En el cine documental la posibilidad de acceder a espacios no abordados, a revelaciones personales que posibiliten la conexión emocional es clave. Aquí eso surge desde la errática dinámica interna; de algunas conversaciones en el aula en torno a la revolución, las disquisiciones respecto al sentido de la toma y su implementación y desde uno que otro momento tan procaz como genuino. Y es que no estamos frente a una burda idealización ni mistificación de un proceso, ni menos ante un acopio de testimonios edificantes y masticados. Estamos frente a cabros que les cuesta levantarse, que conversan banalidades, que no portan odios heredados ni ansiedades ideológicas anacrónicas. En esta observación la película adquiere su tono pues justamente desde lo pueril nace la sensatez, la fuerza y la justificación de la proclama medular.
Paralelamente, la forma en cómo está desplegada la vivencia pretérita del instructor (conversaciones hechas para la cámara entre él y algún cercano) podría parecer absolutamente gratuita e incluso injustificada si no lo asumimos como la película lo proyecta: la idea y metáfora de la posta. Es decir, nuestro instructor y toda su generación vieron truncados un sueño (o delirio), un anhelo macerado por operadores políticos durante años, que se basaba en materializar un cambio sociopolítico de forma radical que sustituyera las supuestas injusticias y la opresión ejercida por clase social a otra. Eso no se logró, pero algo se aprendió respecto la implementación.
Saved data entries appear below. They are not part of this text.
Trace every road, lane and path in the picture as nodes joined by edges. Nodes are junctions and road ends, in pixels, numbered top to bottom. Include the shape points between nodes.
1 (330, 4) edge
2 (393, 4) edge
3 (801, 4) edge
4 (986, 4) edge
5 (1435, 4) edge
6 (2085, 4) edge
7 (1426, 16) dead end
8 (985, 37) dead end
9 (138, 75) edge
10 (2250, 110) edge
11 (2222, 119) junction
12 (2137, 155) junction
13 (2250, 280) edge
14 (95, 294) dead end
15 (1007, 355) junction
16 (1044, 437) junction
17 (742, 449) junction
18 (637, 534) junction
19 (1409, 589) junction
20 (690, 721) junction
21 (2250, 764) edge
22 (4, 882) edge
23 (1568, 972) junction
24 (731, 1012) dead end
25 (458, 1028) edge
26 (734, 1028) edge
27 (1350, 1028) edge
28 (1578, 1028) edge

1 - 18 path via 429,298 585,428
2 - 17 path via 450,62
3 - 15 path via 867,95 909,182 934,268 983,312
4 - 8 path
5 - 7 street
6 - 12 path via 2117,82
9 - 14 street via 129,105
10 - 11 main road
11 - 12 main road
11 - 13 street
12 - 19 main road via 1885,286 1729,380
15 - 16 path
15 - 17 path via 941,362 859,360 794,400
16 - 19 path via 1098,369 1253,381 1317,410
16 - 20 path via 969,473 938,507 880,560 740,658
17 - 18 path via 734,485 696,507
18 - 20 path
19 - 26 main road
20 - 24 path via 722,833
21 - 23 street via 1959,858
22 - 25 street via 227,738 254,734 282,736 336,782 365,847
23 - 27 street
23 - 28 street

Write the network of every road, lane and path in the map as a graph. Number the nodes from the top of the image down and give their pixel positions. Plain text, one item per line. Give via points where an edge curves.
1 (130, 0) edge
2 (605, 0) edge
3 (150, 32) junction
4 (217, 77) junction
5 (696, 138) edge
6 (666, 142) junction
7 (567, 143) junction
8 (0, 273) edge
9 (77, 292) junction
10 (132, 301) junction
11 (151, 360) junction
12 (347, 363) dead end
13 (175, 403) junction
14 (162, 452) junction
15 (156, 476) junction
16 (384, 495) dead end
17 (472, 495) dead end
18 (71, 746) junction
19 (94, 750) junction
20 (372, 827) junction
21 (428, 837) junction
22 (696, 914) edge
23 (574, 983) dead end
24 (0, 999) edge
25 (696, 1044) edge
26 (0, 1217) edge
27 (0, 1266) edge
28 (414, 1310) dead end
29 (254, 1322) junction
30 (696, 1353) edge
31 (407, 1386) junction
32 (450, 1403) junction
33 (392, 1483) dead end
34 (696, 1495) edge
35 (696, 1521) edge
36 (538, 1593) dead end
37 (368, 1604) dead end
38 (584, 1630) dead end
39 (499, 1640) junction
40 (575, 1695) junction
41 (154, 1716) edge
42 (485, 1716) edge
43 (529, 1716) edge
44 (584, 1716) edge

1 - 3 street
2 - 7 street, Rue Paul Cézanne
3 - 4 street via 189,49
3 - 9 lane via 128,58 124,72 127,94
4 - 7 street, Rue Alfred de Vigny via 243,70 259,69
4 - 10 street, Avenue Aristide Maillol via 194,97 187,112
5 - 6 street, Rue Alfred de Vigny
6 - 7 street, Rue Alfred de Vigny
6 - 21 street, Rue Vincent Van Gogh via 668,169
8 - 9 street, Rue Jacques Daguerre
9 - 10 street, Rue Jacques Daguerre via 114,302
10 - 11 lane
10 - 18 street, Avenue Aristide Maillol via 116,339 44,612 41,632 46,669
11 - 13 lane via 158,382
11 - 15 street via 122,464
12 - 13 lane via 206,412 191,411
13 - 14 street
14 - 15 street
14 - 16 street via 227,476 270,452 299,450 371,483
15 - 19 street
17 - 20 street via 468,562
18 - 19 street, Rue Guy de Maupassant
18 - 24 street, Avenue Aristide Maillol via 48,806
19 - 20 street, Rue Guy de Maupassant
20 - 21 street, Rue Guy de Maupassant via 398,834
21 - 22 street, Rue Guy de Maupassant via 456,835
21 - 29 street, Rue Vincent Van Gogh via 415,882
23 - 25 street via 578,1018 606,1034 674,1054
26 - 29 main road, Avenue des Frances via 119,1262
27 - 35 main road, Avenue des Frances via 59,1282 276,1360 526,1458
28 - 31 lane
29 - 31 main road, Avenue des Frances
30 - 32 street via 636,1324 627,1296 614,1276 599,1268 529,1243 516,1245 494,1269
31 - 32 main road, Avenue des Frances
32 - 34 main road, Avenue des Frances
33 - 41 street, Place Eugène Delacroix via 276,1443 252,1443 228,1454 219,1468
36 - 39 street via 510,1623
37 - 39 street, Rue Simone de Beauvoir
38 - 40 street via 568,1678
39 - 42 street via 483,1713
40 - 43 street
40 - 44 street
Aquí es donde El vals se ofrece para dialogar con otra película nacional: La Batalla de Chile (que de hecho actualmente está siendo exhibida por el Cine Club de la Universidad de Chile), un tríptico que retrató el debacle de una serie de convicciones, de un discurso asumido en bloque de manera frontal y cabal hasta las últimas consecuencias. Si la Batalla fue el testimonio vivo de una catástrofe anunciada e irresponsablemente fomentada por muchos, el Vals es un eslabón que transita por la idea de las convicciones de masa, sin olvidar que tras aquella ansia hay duda, examinación, raciocinio y la cruel paradoja de que la posibilidad que permite dedicarle tanta energía y tiempo a este proceso existe porque un sistema economicista impuesto permite hoy esa dedicación en cómodas cuotas.
Se podría pensar en una primera instancia, en un sobrevuelo ligero, que El Vals de los inútiles tiene problemas para lograr instalar la emoción. Pero no, El Vals no trabaja desde la emoción tal como se supone debe construirse para acarrear clientes. De toda la fauna de potenciales personajes furibundos y vistosos (abundan y sobran) que podrían haber sido parte de la película, los realizadores escogen a los más complejos, los más inquietantes: un dubitativo y distante estudiante que tiene poco que perder y a una víctima que no lo parece e incluso ha prosperado, hoy reconstruida y despojada de rencor. Ambos están en otro transe, superior, otra etapa; ambos guardan una singular distancia con aquella “emoción” –tanto cinematográfica como social– y posiblemente esa carencia de emoción sea la clave para que confluyan en eso que hoy pueden ejecutar desde la razón desprovista de ese litigio generacional cíclico y monótono…La fuerza de una razón que envuelve, acoge, persuade, logra pero no atropella: esa cierta educación latente.
[1] A propósito de Las Invasiones bárbaras, de Denys Arcand (Una Vida Crítica; 2006, pág. 258).